India is a country established and envisioned to be a civic nation in which there is a legal political community and equality of all citizens. As Khilnani describes, this is an image of India where its history follows the Nehru view of a series of cultural interactions and exchanges. Khilnani argues that “citizenship was defined by a civic and universalist rather than ethnic criteria, which guaranteed a principle of inclusion in India’s democracy” (173). The result is that Indians acquired a modern self, a political identity guaranteed by the state (194).

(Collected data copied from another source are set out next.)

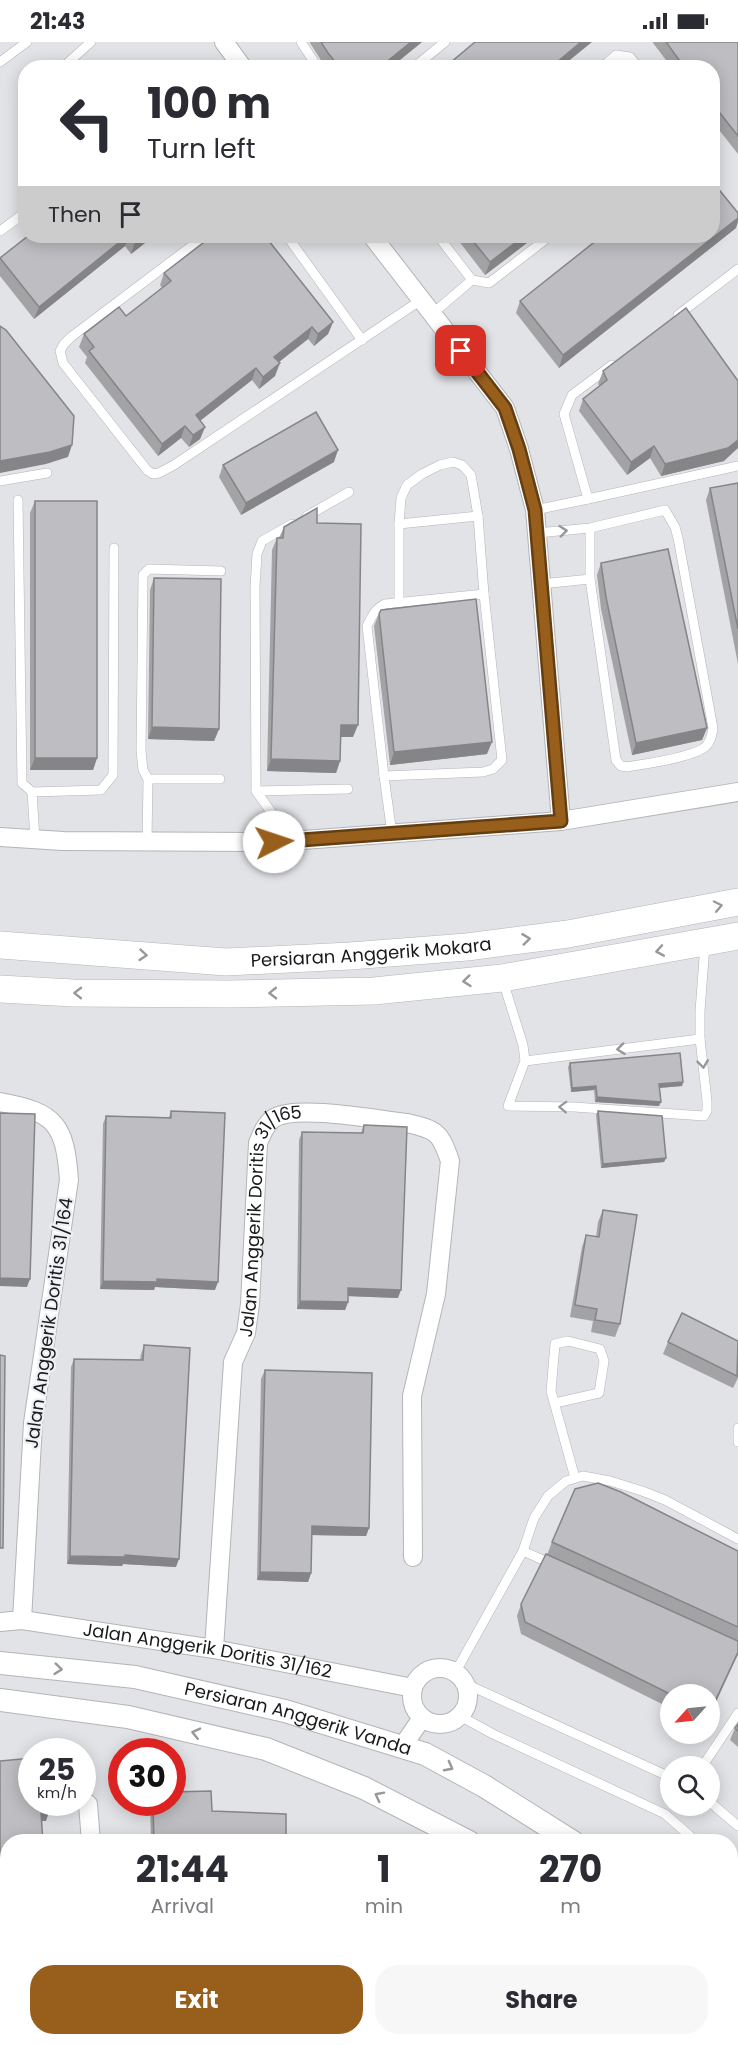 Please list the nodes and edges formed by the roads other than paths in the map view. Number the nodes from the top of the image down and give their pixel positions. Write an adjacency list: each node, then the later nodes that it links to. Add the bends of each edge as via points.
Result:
1 (27, 42): 12 (lane)
2 (91, 42): 6 (lane)
3 (224, 42): 7 (street)
4 (301, 42): 8 (lane)
5 (445, 42): 9 (lane)
6 (71, 60)
7 (237, 60)
8 (313, 60)
9 (423, 60)
10 (611, 60): 11 (lane, via 616,56)
11 (632, 60)
12 (0, 62)
13 (18, 218): 14 (lane)
14 (0, 231)
15 (196, 243): 24 (lane, via 71,338 60,351 63,363 153,474 174,465)
16 (292, 243): 24 (lane)
17 (377, 243): 22 (street)
18 (443, 243): 21 (lane)
19 (541, 243): 21 (lane, via 489,283)
20 (738, 269): 23 (lane)
21 (472, 280): 22 (lane)
22 (427, 307): 24 (lane); 32 (street, via 505,408)
23 (674, 318)
24 (363, 340)
25 (618, 360): 30 (lane, via 572,394 564,414)
26 (738, 466): 30 (lane)
27 (47, 473): 28 (lane)
28 (0, 481)
29 (349, 492): 47 (lane, via 262,541 257,554)
30 (588, 499): 32 (lane)
31 (18, 500): 48 (lane, via 22,783)
32 (535, 510): 36 (street)
33 (478, 516): 34 (lane); 34 (lane, via 471,475 453,462 431,469 407,485 401,498); 41 (lane)
34 (399, 524): 42 (lane)
35 (590, 528): 36 (lane, one-way to 35); 39 (lane); 39 (lane, via 665,510 675,527 713,728 705,748 627,767 616,760)
36 (537, 533): 40 (street)
37 (114, 548): 48 (lane, via 113,775 101,790)
38 (221, 571): 44 (lane, via 148,569 143,575 141,752)
39 (590, 579): 40 (lane)
40 (541, 584): 50 (street)
41 (484, 594): 42 (lane); 43 (lane, via 502,760 483,772)
42 (399, 601): 43 (lane, via 377,608 367,626)
43 (384, 777): 51 (lane)
44 (148, 779): 45 (lane); 54 (lane)
45 (220, 779)
46 (348, 789): 47 (lane)
47 (256, 791): 55 (lane, via 274,816)
48 (32, 792): 53 (lane)
49 (738, 792): 50 (street)
50 (561, 821): 51 (street)
51 (392, 834): 55 (street)
52 (0, 837): 53 (street)
53 (35, 839): 54 (street)
54 (147, 841): 55 (street)
55 (274, 842)
56 (738, 902): 59 (main road, Persiaran Anggerik Mokara, one-way to 56, via 226,962 350,956 568,934)
57 (738, 936): 58 (main road, Persiaran Anggerik Mokara)
58 (705, 943): 60 (main road, Persiaran Anggerik Mokara, one-way to 60); 62 (lane)
59 (0, 945)
60 (502, 978): 61 (main road, Persiaran Anggerik Mokara, one-way to 61, via 374,991 230,994); 63 (lane)
61 (0, 989)
62 (700, 1039): 63 (lane, one-way to 63); 63 (lane, one-way to 63, via 708,1111 699,1117 508,1106)
63 (525, 1061)
64 (0, 1102): 73 (street, Jalan Anggerik Doritis 31/164, via 43,1114 61,1132 69,1180 33,1423)
65 (555, 1403): 65 (lane, via 551,1391 555,1344 568,1341 600,1349 604,1360 599,1393); 68 (lane)
66 (738, 1428): 67 (lane)
67 (738, 1442)
68 (575, 1478): 69 (lane, via 610,1481 665,1500); 70 (lane, via 548,1496 534,1518)
69 (738, 1539)
70 (523, 1551): 72 (lane); 77 (lane)
71 (412, 1557): 75 (street, Jalan Anggerik Doritis 31/165, via 412,1396 436,1294 450,1161 443,1141 434,1131 423,1127 290,1112 274,1117 258,1143 250,1304 246,1333 234,1362)
72 (565, 1570)
73 (22, 1620): 74 (street, Jalan Anggerik Doritis 31/162); 75 (street, Jalan Anggerik Doritis 31/162)
74 (0, 1622)
75 (214, 1649): 78 (street, Jalan Anggerik Doritis 31/162)
76 (0, 1663): 83 (street, Persiaran Anggerik Vanda, one-way to 83, via 135,1677 285,1711)
77 (460, 1678): 78 (street, via 441,1668 426,1671); 81 (street, via 468,1697); 86 (lane)
78 (413, 1688): 82 (street, via 413,1704)
79 (0, 1700): 91 (street, Persiaran Anggerik Vanda, one-way to 79, via 364,1788 266,1749 128,1717)
80 (738, 1713): 85 (lane)
81 (460, 1716): 82 (street, via 446,1724); 93 (lane, via 665,1814)
82 (428, 1721): 83 (street); 84 (street)
83 (402, 1747): 84 (street, Persiaran Anggerik Vanda)
84 (425, 1754): 92 (street, Persiaran Anggerik Vanda, one-way to 92)
85 (709, 1756)
86 (660, 1772)
87 (720, 1811): 89 (lane)
88 (89, 1816): 90 (street)
89 (738, 1826)
90 (90, 1834)
91 (453, 1834)
92 (560, 1834)
93 (688, 1834)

In civic nations, such as India, following a classic liberal model of democracy, it is the duty of the government to protect the rights of all individual citizens. In the events surrounding the destruction of the Babri Masjid mosque in Ayodhya, the government failed to fulfill its duty of protecting its citizens from the actions of radicals that constituted terrorism. The United Nations defines terrorism in all its manifestations as, “activities aimed at the destruction of human rights, fundamental freedoms and democracy, threatening territorial integrity, security of States and destabilizing legitimately constituted Governments.” Such actions are viewed by the international community as unjustifiable under any circumstance regardless of the “political… ideological, racial…religious or other nature that may be invoked to justify them.”
In 1992, when the BJP, VHP, and Shiv Sena tore down the Babri mosque inciting riots leaving more than 2,000 people dead, these groups were participating in terrorism. By holding these parties accountable for their actions and supporting the reconstruction of this historic building, the Indian government is acting within the realm of a civic nation and fulfilling its duty of equal, liberal democracy to all of its citizens.
Works Cited:
51/210. Measures to Eliminate International Terrorism. December 17, 1996. United Nations General Assembly. February 20, 2008.
Khilnani, Sunil. The Idea of India. New York: Farrar, Straus and Giroux, 1997.